An dieser Bestandsaufnahme, die ich grosso modo für zutreffend halte, setzen die folgenden Überlegungen an. Daraus ergibt sich, dass eine Sozialpolitik, wie sie den Markenkern der LINKEN bildet, nur bei der neuen Unterschicht auf überproportionale Zustimmung rechnen kann. Denn nur diese hat als einzige soziale Schicht ein starkes Eigeninteresse am Erhalt der Reste des ruinierten Sozialstaats. Und solange sie nur eine relativ einflussarme Minderheit der Gesellschaft ausmacht, liegt es in ihrem Interesse, zur Durchsetzung einer sozialeren und ökologisch verantwortbaren Politik sowohl mit der "neuen Mittelschicht" als auch mit Teilen des alten "Mittelstands" ein gesellschaftliches Bündnis anzustreben.

Nun stellt sich die Frage, wie bei derart unterschiedlichen Lebenslagen ein Bündnis dieser drei Großgruppen zustande kommen kann. Völlig konträr dazu liegt es jedenfalls, wenn die LINKE denjenigen Parteien, die in Programmatik und Praxis die Interessen der anderen erwerbstätigen Schichten vertreten - also in erster Linie SPD und Grünen, aber auch Piraten u.a. - Wähler abjagen will. Genau darauf zielen ausdrücklich jene Strömungen in der LINKEN, die sich einem Kosmopolitismus der "offenen Grenzen für Alle" verschrieben haben, das Nationale für nicht mehr zeitgemäß erklären, die großkapitalistische EU als angebliches Friedenswerk feiern und erhalten wollen, der Privatisierung öffentlicher Einrichtungen Vorschub leisten usw. Diese Strategie läuft darauf hinaus, anstelle der rechten Gegner die potentiellen Bündnispartner zu schwächen. Das Ergebnis wäre eine weitere Isolierung der LINKEN (was manche Wortführer*innen dieser Strömungen in prahlerischer Selbstüberschätzung in Kauf nehmen).
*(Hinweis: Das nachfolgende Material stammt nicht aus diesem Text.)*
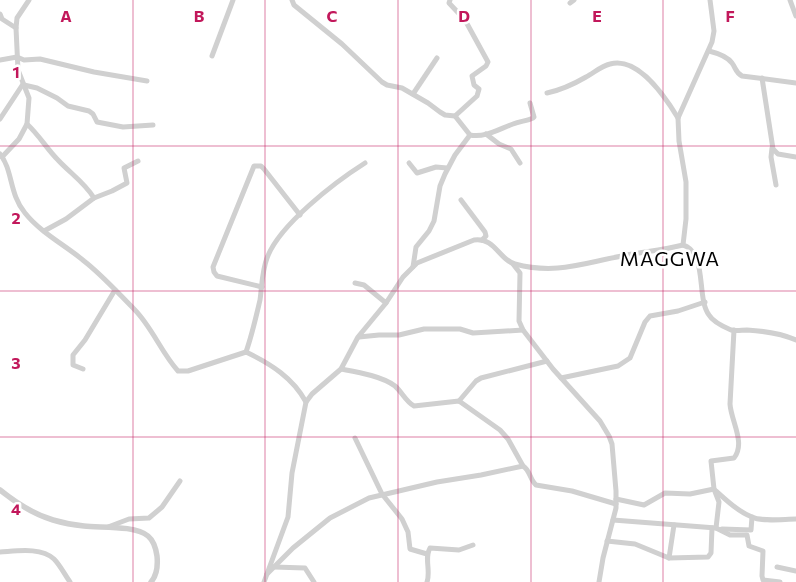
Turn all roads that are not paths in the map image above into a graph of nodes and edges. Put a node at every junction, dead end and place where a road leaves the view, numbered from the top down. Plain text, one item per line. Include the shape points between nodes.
1 (29, 0) edge
2 (233, 0) edge
3 (292, 0) edge
4 (450, 0) edge
5 (710, 0) edge
6 (790, 0) edge
7 (0, 14) edge
8 (796, 16) edge
9 (16, 28) junction
10 (709, 50) junction
11 (212, 56) dead end
12 (17, 58) junction
13 (437, 58) dead end
14 (0, 60) edge
15 (762, 78) junction
16 (147, 81) dead end
17 (796, 83) edge
18 (23, 84) junction
19 (547, 93) dead end
20 (413, 94) junction
21 (530, 102) dead end
22 (455, 116) junction
23 (678, 118) junction
24 (0, 119) edge
25 (27, 124) junction
26 (153, 125) dead end
27 (486, 134) junction
28 (470, 135) junction
29 (772, 147) junction
30 (1, 155) edge
31 (796, 157) edge
32 (138, 161) dead end
33 (365, 163) dead end
34 (409, 163) dead end
35 (520, 163) dead end
36 (447, 168) junction
37 (776, 186) dead end
38 (94, 198) junction
39 (461, 200) dead end
40 (300, 215) junction
41 (44, 231) junction
42 (482, 240) junction
43 (683, 245) junction
44 (513, 264) junction
45 (413, 266) junction
46 (355, 283) dead end
47 (262, 287) junction
48 (115, 290) junction
49 (704, 302) junction
50 (386, 303) junction
51 (523, 330) junction
52 (734, 330) junction
53 (358, 337) junction
54 (796, 340) edge
55 (246, 352) junction
56 (547, 361) junction
57 (82, 369) dead end
58 (341, 369) junction
59 (561, 378) junction
60 (459, 401) junction
61 (306, 402) junction
62 (356, 438) dead end
63 (523, 466) junction
64 (180, 481) dead end
65 (714, 489) junction
66 (0, 490) edge
67 (382, 494) junction
68 (616, 501) junction
69 (752, 517) junction
70 (796, 519) edge
71 (613, 520) junction
72 (674, 525) junction
73 (108, 527) junction
74 (716, 528) junction
75 (607, 541) junction
76 (473, 545) dead end
77 (0, 552) edge
78 (427, 554) junction
79 (669, 558) junction
80 (274, 567) junction
81 (777, 567) dead end
82 (796, 571) edge
83 (268, 574) junction
84 (70, 582) edge
85 (151, 582) edge
86 (264, 582) edge
87 (314, 582) edge
88 (427, 582) edge
89 (599, 582) edge
90 (780, 582) edge

1 - 9 street via 16,18
2 - 11 street
3 - 20 street via 387,86
4 - 22 street via 488,62 472,76 474,85 479,88 477,96
5 - 10 street via 714,31
6 - 8 street
7 - 9 street
9 - 12 street
10 - 15 street via 729,60 738,74
10 - 23 street
12 - 14 street
12 - 16 street via 40,58
12 - 18 street
13 - 20 street
15 - 17 street
15 - 29 street
18 - 24 street
18 - 25 street via 29,98
18 - 26 street via 37,88 68,106 89,111 97,122 123,128
19 - 23 street via 563,89 609,64 622,64 642,72
20 - 22 street via 445,115
21 - 27 street via 533,118
22 - 28 street
23 - 43 street via 686,182
25 - 30 street via 19,139
25 - 38 street
27 - 28 street
27 - 35 street via 511,149
28 - 36 street
29 - 31 street via 778,154
29 - 37 street
30 - 41 street via 17,202
32 - 38 street via 124,168 126,183
33 - 40 street
34 - 36 street via 418,173 436,167
36 - 45 street via 432,226 416,247
38 - 41 street
39 - 42 street via 485,232
40 - 47 street via 268,255
40 - 47 street via 264,169 254,166 224,238 214,272 218,276
41 - 48 street via 86,262
42 - 44 street via 488,241
42 - 45 street via 474,240
43 - 44 street via 568,268
43 - 49 street via 696,260
44 - 51 street via 520,273 519,321
45 - 50 street
46 - 50 street via 364,285
47 - 55 street
48 - 55 street via 143,318 178,371 188,371
48 - 57 street via 73,355 73,365
49 - 52 street via 711,318
49 - 59 street via 648,317 630,358 618,366
50 - 53 street
51 - 53 street via 473,333 460,329 424,329 399,335
51 - 56 street
52 - 54 street via 771,332
52 - 65 street via 730,404 738,450 734,458 711,461
53 - 58 street
55 - 61 street via 289,379
56 - 59 street
56 - 60 street via 481,378
58 - 60 street via 386,380 414,406
58 - 61 street
59 - 68 street via 609,436
60 - 63 street via 500,430
61 - 83 street via 293,467 288,517
62 - 67 street
63 - 67 street
63 - 68 street via 536,485
64 - 73 street via 162,506 148,518 129,519
65 - 68 street via 690,494 665,493 644,504
65 - 69 street via 731,505
65 - 74 street via 719,502
66 - 73 street via 24,508 53,520
67 - 78 street via 402,519 410,549
67 - 80 street via 334,516
68 - 71 street
69 - 70 street
69 - 74 street via 751,530
71 - 72 street
71 - 75 street
72 - 74 street
72 - 79 street
73 - 85 street via 138,530 153,541 157,569
74 - 79 street via 708,557
74 - 90 street via 730,535 747,535 749,546 763,551 764,580
75 - 79 street via 635,544
75 - 89 street
76 - 78 street via 459,550 430,548
77 - 84 street via 44,553 54,559
78 - 88 street
80 - 83 street
80 - 87 street via 304,568
81 - 82 street
83 - 86 street

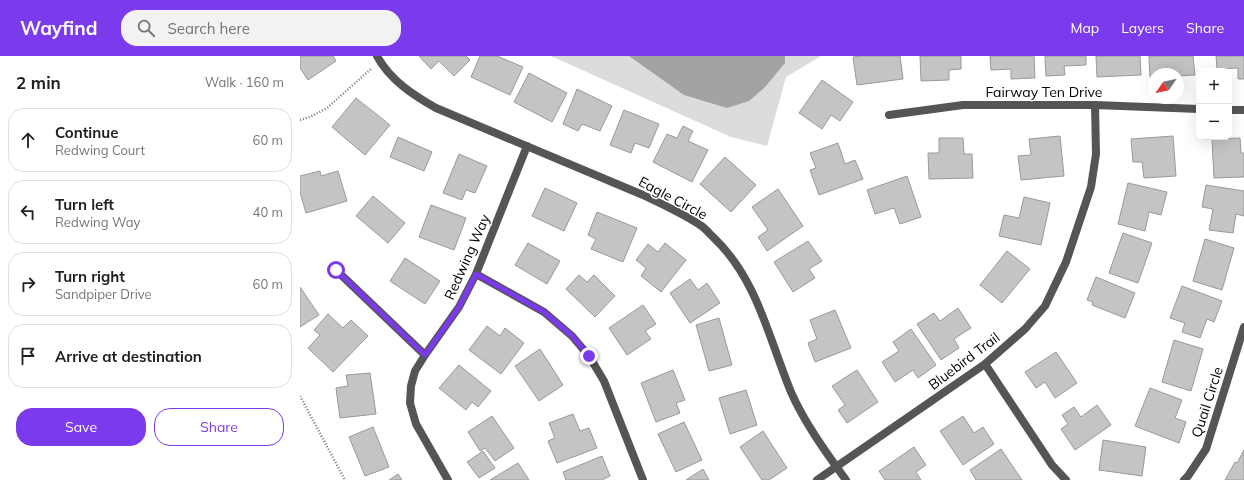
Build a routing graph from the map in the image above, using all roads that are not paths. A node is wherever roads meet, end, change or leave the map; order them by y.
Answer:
1 (378, 59) edge
2 (1095, 105) junction
3 (1196, 109) edge
4 (1232, 110) edge
5 (1244, 110) edge
6 (889, 115) dead end
7 (527, 146) junction
8 (336, 270) dead end
9 (476, 274) junction
10 (1244, 327) edge
11 (1241, 348) edge
12 (425, 355) junction
13 (986, 364) junction
14 (836, 466) junction
15 (448, 480) edge
16 (642, 480) edge
17 (817, 480) edge
18 (846, 480) edge
19 (1066, 480) edge
20 (1184, 480) edge

1 - 7 street, Eagle Circle
2 - 3 street, Fairway Ten Drive
2 - 6 street, Fairway Ten Drive
2 - 13 street, Bluebird Trail
4 - 5 street
7 - 9 street, Redwing Way
7 - 14 street, Eagle Circle
8 - 12 street
9 - 12 street, Redwing Way
9 - 16 street
10 - 11 street, Quail Circle
11 - 20 street, Quail Circle
12 - 15 street, Redwing Way
13 - 14 street, Bluebird Trail
13 - 19 street
14 - 17 street, Bluebird Trail
14 - 18 street, Eagle Circle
Nein, nicht mit linker Anpassung an liberale Ideologien können wir unsere Ziele erreichen. Neben den (öko-)liberalen Grünen und der (neo-)liberalen FDP eine dritte (links-)liberale Partei wäre nicht das, worauf das Wahlvolk am dringendsten wartet. Nein, unsere Ziele erreichen wir nur, wenn wir in den potentiellen Bündnisparteien diejenigen Kräfte stärken, die realistisch genug sind, um einzusehen, dass es nur einen einzigen Weg gibt, (wieder) regierungsfähig zu werden, nämlich gemeinsam. Und zwar wohlgemerkt, ohne dass eine der beteiligten Parteien sich in Richtung einer anderen verbiegen und ihre jeweilige Stammklientel verprellen muss wie die SPD in der GroKo!
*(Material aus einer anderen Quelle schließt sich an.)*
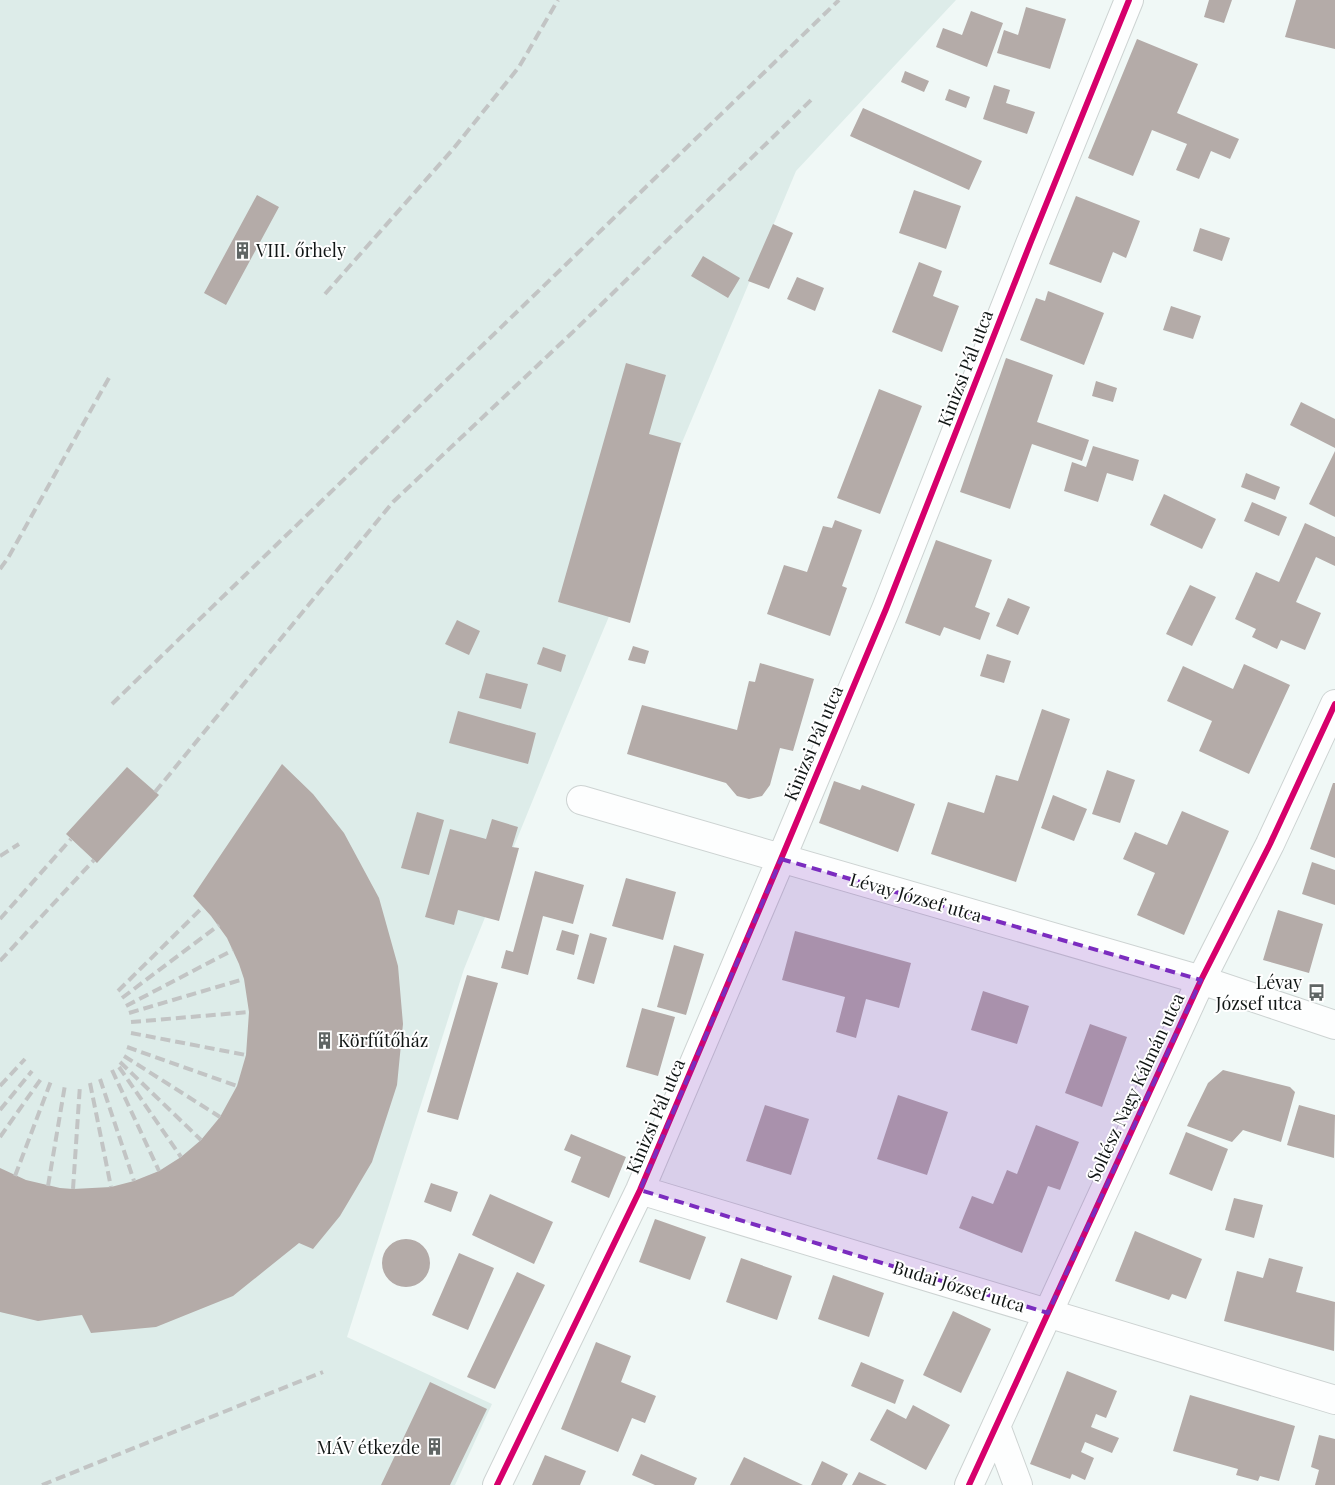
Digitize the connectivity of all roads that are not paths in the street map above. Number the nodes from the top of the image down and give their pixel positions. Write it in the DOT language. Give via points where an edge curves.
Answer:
graph roads {
  1 [pos="1129,0"];
  2 [pos="1335,704"];
  3 [pos="581,800"];
  4 [pos="781,859"];
  5 [pos="1201,980"];
  6 [pos="1335,1025"];
  7 [pos="640,1190"];
  8 [pos="1048,1313"];
  9 [pos="1335,1400"];
  10 [pos="996,1426"];
  11 [pos="497,1485"];
  12 [pos="969,1485"];
  13 [pos="1018,1485"];
  1 -- 4 [label="street, Kinizsi Pál utca" via="886,609"];
  2 -- 5 [label="street, Soltész Nagy Kálmán utca" via="1270,844"];
  3 -- 4 [label="street, Lévay József utca"];
  4 -- 5 [label="street, Lévay József utca"];
  4 -- 7 [label="street, Kinizsi Pál utca"];
  5 -- 6 [label="street, Lévay József utca"];
  5 -- 8 [label="street, Soltész Nagy Kálmán utca"];
  7 -- 8 [label="street, Budai József utca"];
  7 -- 11 [label="street, Kinizsi Pál utca"];
  8 -- 9 [label="street, Budai József utca"];
  8 -- 10 [label="street, Soltész Nagy Kálmán utca"];
  10 -- 12 [label="street, Soltész Nagy Kálmán utca"];
  10 -- 13 [label="street"];
}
Wer das nicht so sieht, mache sich die Zahlenverhältnisse klar, wie sie sich etwa anhand der aktuellen Sonntagsfragen darstellen. Danach hat die SPD auf absehbare Zeit keine Chance, weit über 20 Prozent der Wählerstimmen zu kommen, die Grünen erreichen mit 15 Prozent etwa das Limit ihres gesellschaftlichen Rückhalts, die LINKE bleibt mit maximal 10 Prozent auf ihre Stammklientel beschränkt; gemeinsam erreichen sie also um die 45 Prozent. Alle Hoffnungen, dass diese (grob geschätzten) Proportionen sich in absehbarer Zukunft entscheidend verschieben könnten, sind unernste Traumtänzerei.

Auf der Gegenseite kommen CDU/CSU und FDP zusammen auf ca. 40 Prozent. Folglich bringt jede von der CDU/CSU geführte Koalition immer mehr zusammen als SPD und Grüne ohne die LINKE. Das heißt, SPD und Grüne können nur entweder als Hilfstruppen der CDU/CSU mitregieren - oder gemeinsam mit der LINKEN regieren. Wer das bestreitet, ist ein Träumer oder ein Scharlatan, dem sein persönlicher Vorteil wichtiger ist als seine Wähler*innen.

Damit ein solches "R2G"-Bündnis dermaleinst zustande kommt und regierungsfähig wird, gilt es also vor allem, die gesellschaftlich wünschenswerte Vereinbarkeit der ursprünglichen Kernziele dieser drei Parteien herauszustellen, die nur gemeinsam das gewandelte (Selbst-)Bewusstsein der erwerbstätigen Klassen abbilden. Und die einzige Hoffnung der LINKEN für ihr langfristiges Überleben ist, dass diese realistische Einsicht in die gesellschaftliche Entwicklung der Bundesrepublik allmählich an Akzeptanz gewinnt. Daran mitzuwirken ist die alles entscheidende strategische Aufgabe der LINKEN.